Just when it looked like Fannie Mae and Freddie Mac had become cash cows for the government, one-time items in their 2013 financials are raising questions about their future profitability.
In reporting their results last week, Fannie and Freddie executives warned that the 2013 level of income is not sustainable. Freddie reported $48.7 billion in net income for the full year and Fannie reported $84 billion. One-time events such as the recognition of deferred tax assets added $23.4 billion to Freddie's bottom line and $50.6 billion to Fannie's.
The level of profitability is a major factor in the housing finance reform debate. One side wants to wind down Fannie and Freddie and replace them with a new housing finance system where the private sector bears more of the credit risk. But some want to preserve or recapitalize Fannie and Freddie, and will point to the government-sponsored enterprises' recent strong financial performance as a key reason why.
But Karen Shaw Petrou, managing partner of Federal Financial Analytics, claims the two GSEs are barely profitable.
"Our analysis removes the one-offs from the 2013 results. When you do that, you show the two giant companies are scraping along," she says. If the GSEs were required to hold a reasonable amount of capital, such as 5%, "they go upside-down again," she added.
Aside from the deferred tax assets, many other one-time items boosted the GSEs' earnings. These include settlements over representation and warranty claims and with major financial firms that sold Freddie and Fannie private-label securities before the subprime mortgage bust.
With all the one-time items that contributed to earnings, "it leaves you wondering what the real run rate is," says Edward Mills, a policy analyst with FBR Capital Markets.
Donald Layton, Freddie's chief executive, stressed that his company is benefiting from rising house prices and declining delinquency rates. That was a key reason why Freddie moved $2.5 billion from loss reserves into income.
"It is our expectation the peak of recoveries from the Great Recession has now passed and such items will be smaller in 2014," the CEO told reporters during a conference call Thursday.
A lot will depend on what happens with guarantee fees and credit standards. Former Federal Housing Finance Agency acting director Edward DeMarco raised g-fees during his watch and new FHFA director Mel Watt is expected to lower them and expand credit so more borrowers can purchase homes.
"The question is where do you draw that line? Should the default rate be 2% or 3%? What level of losses are they willing to accept?" Mills says. "All of those things are very important in terms of determining the future profitability of these enterprises."
However, the big profits Fannie and Freddie reported may lead people to conclude that the GSEs can continue to operate as they are. They look like giant "mortgage vacuum cleaners" that pay quarterly dividends to Treasury and reduce the federal deficit, Petrou says.
That leaves the GSEs dependent on Treasury to prop them up again if anything goes wrong. "Without the capital requirements, one puff of a cold wind and they are back in the Treasury's lap," Petrou warns.
One reason the GSEs might continue to generate strong profits is that the mortgages they took on since the housing crash are performing exceptionally well.
"The GSEs hold some of the most pristine mortgages that have ever been made and they are never going to default. They are going to throw off a lot of cash," Mills says. Freddie's new single-family books of business (originated in 2009 through 2013) have a ridiculously low serious delinquency rate. Only 0.24% of the $888 billion new loans are 90 days or more past due or in foreclosure.

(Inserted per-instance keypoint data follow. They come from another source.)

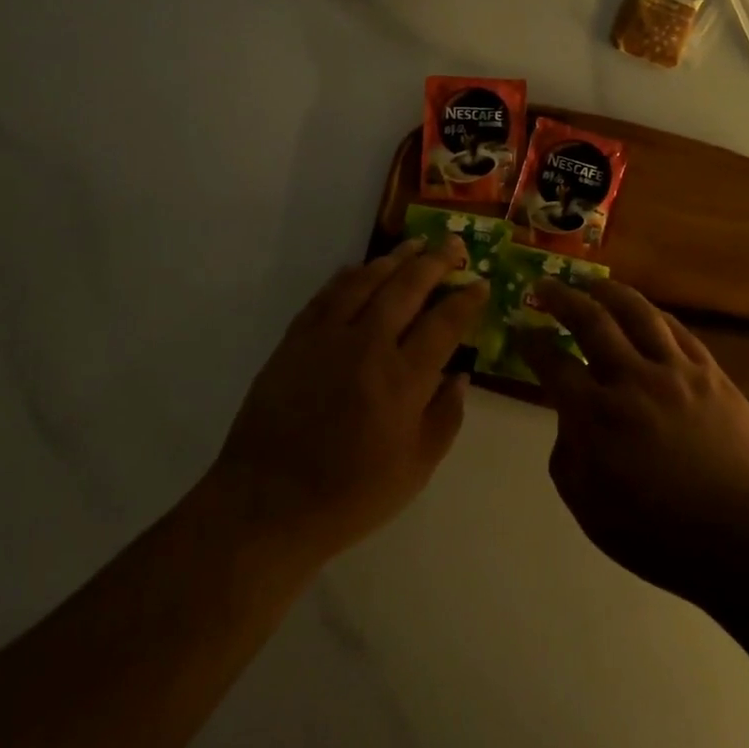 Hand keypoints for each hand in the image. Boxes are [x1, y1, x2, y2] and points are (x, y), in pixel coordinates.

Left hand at [209, 236, 486, 564]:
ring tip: (414, 244)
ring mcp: (327, 337)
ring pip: (367, 281)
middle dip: (435, 262)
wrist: (267, 503)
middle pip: (407, 288)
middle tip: (452, 244)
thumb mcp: (415, 470)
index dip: (466, 300)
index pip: (444, 324)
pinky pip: (327, 295)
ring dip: (394, 259)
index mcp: (403, 380)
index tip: (480, 284)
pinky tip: (360, 268)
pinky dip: (348, 276)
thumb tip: (460, 374)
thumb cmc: (350, 495)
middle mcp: (368, 346)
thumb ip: (445, 417)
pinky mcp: (295, 339)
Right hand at [519, 279, 748, 603]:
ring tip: (592, 283)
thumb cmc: (662, 536)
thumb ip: (568, 458)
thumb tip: (570, 421)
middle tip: (545, 283)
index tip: (521, 329)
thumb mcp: (590, 511)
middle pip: (590, 321)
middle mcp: (632, 380)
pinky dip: (654, 313)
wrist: (747, 540)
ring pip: (637, 313)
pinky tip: (645, 311)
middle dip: (561, 298)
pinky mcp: (710, 373)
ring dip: (609, 292)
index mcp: (596, 416)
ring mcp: (675, 371)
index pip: (553, 364)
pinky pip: (677, 330)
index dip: (532, 343) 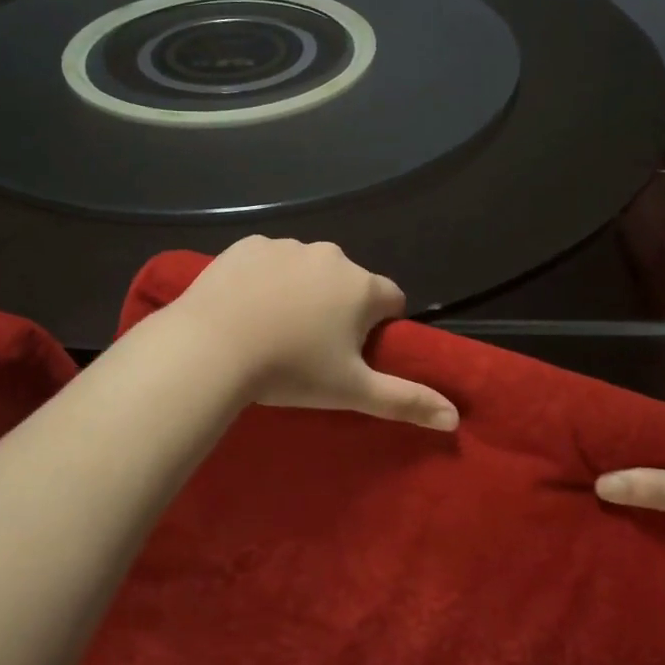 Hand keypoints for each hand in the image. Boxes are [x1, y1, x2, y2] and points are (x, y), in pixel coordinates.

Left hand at [163, 237, 458, 430]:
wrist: (210, 348)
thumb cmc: (290, 370)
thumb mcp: (352, 392)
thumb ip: (406, 401)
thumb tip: (454, 418)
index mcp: (361, 287)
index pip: (391, 299)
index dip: (378, 327)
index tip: (352, 352)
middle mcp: (330, 255)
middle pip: (348, 282)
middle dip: (339, 308)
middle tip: (309, 347)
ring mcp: (286, 246)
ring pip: (307, 270)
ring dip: (301, 291)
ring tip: (272, 328)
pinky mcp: (248, 245)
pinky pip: (268, 260)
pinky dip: (264, 278)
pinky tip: (245, 306) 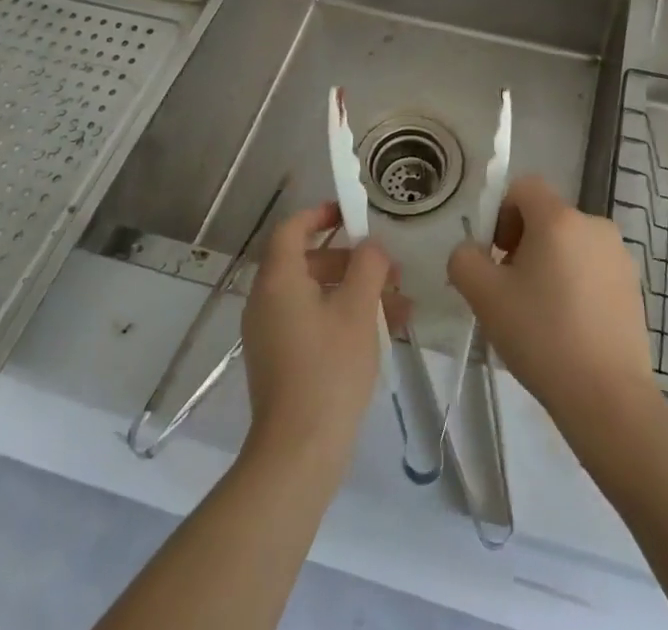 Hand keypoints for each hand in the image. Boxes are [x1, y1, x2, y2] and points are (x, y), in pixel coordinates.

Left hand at [240, 202, 397, 472]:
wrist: (298, 453)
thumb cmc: (329, 369)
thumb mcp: (358, 309)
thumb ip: (368, 266)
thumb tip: (371, 245)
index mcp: (278, 280)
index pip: (292, 228)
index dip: (320, 213)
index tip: (352, 214)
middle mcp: (266, 301)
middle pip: (308, 261)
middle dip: (352, 260)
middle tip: (389, 268)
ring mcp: (271, 334)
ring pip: (316, 295)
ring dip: (356, 292)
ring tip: (400, 305)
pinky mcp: (280, 361)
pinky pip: (312, 322)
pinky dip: (343, 318)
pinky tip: (383, 333)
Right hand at [448, 176, 657, 425]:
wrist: (608, 397)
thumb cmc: (542, 336)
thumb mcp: (484, 296)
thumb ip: (464, 260)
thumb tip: (472, 252)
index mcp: (559, 218)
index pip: (523, 187)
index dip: (502, 214)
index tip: (497, 256)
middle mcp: (594, 224)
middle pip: (547, 217)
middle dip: (524, 244)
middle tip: (512, 291)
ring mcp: (619, 255)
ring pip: (571, 245)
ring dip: (550, 266)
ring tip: (541, 315)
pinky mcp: (634, 286)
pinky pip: (593, 269)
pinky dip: (576, 285)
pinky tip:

Timothy Mayopoulos, Fannie's CEO, acknowledged as much during an earnings call last month. "We have come through a cycle where the quality of the loans has been extremely high," he said.
The Obama administration and Treasury Department are opposed to recapitalizing the GSEs. The administration is supporting Senate Banking Committee leaders who are working on reform legislation that would create a new secondary market agency to replace the GSEs. Some details on their bill are expected to be released soon.
Big profits at Fannie and Freddie would make it harder to pass GSE reform, says financial analyst Bert Ely, of Ely & Co. in Alexandria, Va.
At the same time, some hedge funds have taken an interest in GSE reform and want a place at the table. That is a "real recipe for paralysis," Ely says.
Last week, a federal claims court judge ruled that Fairholme Capital Management could conduct discovery to assess the profitability of Fannie and Freddie.
Treasury officials have told the court that the future profitability of the GSEs is unknown. But Judge Margaret Sweeney of the U.S. Court of Federal Claims agreed with Fairholme that more information is needed to resolve the issue.
"Discovery will enable plaintiffs to confirm such evidence exists with regard to profitability and additionally answer the question as to when, and how, the conservatorship will end," the judge said.
The hedge fund owns Fannie and Freddie preferred stock and it wants to take over Fannie and Freddie's securitization business and leave the U.S. government with the GSEs' current books of guaranteed loans and their mortgage investment portfolios.